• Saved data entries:
- - -

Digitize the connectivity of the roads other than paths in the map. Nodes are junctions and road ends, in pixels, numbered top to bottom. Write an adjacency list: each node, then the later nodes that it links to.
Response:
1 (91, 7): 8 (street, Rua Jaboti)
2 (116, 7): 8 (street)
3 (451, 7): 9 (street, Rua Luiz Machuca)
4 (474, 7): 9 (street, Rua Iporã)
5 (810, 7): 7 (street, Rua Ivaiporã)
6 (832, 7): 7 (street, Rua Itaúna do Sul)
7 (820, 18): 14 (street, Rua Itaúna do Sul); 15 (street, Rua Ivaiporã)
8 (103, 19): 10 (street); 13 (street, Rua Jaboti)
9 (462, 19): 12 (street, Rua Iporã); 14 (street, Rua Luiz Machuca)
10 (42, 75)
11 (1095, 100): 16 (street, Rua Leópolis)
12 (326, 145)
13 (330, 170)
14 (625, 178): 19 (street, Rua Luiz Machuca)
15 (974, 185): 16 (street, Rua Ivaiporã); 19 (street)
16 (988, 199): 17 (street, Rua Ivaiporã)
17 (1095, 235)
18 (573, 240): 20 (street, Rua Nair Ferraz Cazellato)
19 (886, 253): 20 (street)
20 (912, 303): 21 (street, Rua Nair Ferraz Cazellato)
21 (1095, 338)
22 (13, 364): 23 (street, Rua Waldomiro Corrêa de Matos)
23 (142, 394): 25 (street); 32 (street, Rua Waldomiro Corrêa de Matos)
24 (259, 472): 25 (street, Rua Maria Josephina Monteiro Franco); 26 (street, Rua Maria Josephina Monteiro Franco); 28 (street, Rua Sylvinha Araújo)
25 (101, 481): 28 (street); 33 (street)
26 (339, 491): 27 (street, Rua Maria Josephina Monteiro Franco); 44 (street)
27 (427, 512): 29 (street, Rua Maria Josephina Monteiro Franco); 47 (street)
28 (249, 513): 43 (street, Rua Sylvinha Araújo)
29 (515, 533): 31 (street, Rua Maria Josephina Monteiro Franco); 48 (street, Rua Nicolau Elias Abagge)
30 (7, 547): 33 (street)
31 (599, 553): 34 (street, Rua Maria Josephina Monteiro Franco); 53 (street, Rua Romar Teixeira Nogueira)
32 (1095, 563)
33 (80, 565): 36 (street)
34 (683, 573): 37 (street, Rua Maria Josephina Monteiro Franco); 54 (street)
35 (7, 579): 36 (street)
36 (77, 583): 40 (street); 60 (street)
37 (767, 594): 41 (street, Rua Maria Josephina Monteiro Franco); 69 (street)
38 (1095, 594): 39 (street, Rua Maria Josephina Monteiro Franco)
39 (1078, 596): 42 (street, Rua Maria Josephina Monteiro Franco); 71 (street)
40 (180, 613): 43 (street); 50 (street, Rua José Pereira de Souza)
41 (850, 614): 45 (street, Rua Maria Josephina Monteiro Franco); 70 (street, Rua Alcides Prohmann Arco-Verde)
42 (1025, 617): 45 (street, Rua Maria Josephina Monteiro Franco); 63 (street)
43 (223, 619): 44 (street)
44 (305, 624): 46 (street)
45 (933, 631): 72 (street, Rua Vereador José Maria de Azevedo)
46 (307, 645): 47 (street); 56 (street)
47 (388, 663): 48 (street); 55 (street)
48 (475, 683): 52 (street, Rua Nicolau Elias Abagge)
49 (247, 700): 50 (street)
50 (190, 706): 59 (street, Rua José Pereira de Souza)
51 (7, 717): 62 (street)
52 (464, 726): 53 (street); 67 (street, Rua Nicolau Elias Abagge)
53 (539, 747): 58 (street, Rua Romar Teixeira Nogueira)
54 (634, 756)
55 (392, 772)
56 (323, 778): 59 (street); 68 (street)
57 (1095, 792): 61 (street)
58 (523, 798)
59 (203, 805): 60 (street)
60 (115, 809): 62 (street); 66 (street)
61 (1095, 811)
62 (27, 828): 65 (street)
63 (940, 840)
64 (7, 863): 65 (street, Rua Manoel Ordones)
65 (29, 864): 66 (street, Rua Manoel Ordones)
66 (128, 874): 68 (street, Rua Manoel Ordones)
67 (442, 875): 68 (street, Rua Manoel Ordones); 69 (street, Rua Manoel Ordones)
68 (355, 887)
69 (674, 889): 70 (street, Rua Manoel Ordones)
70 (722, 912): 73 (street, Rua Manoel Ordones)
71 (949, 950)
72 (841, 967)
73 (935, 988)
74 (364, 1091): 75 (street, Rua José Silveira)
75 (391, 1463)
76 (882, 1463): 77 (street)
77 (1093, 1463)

- - -

• Activity:
Go through the entries and copy every line with "Manoel".

• Reply to the task:
64 (7, 863): 65 (street, Rua Manoel Ordones)
65 (29, 864): 66 (street, Rua Manoel Ordones)
66 (128, 874): 68 (street, Rua Manoel Ordones)
67 (442, 875): 68 (street, Rua Manoel Ordones); 69 (street, Rua Manoel Ordones)
69 (674, 889): 70 (street, Rua Manoel Ordones)
70 (722, 912): 73 (street, Rua Manoel Ordones)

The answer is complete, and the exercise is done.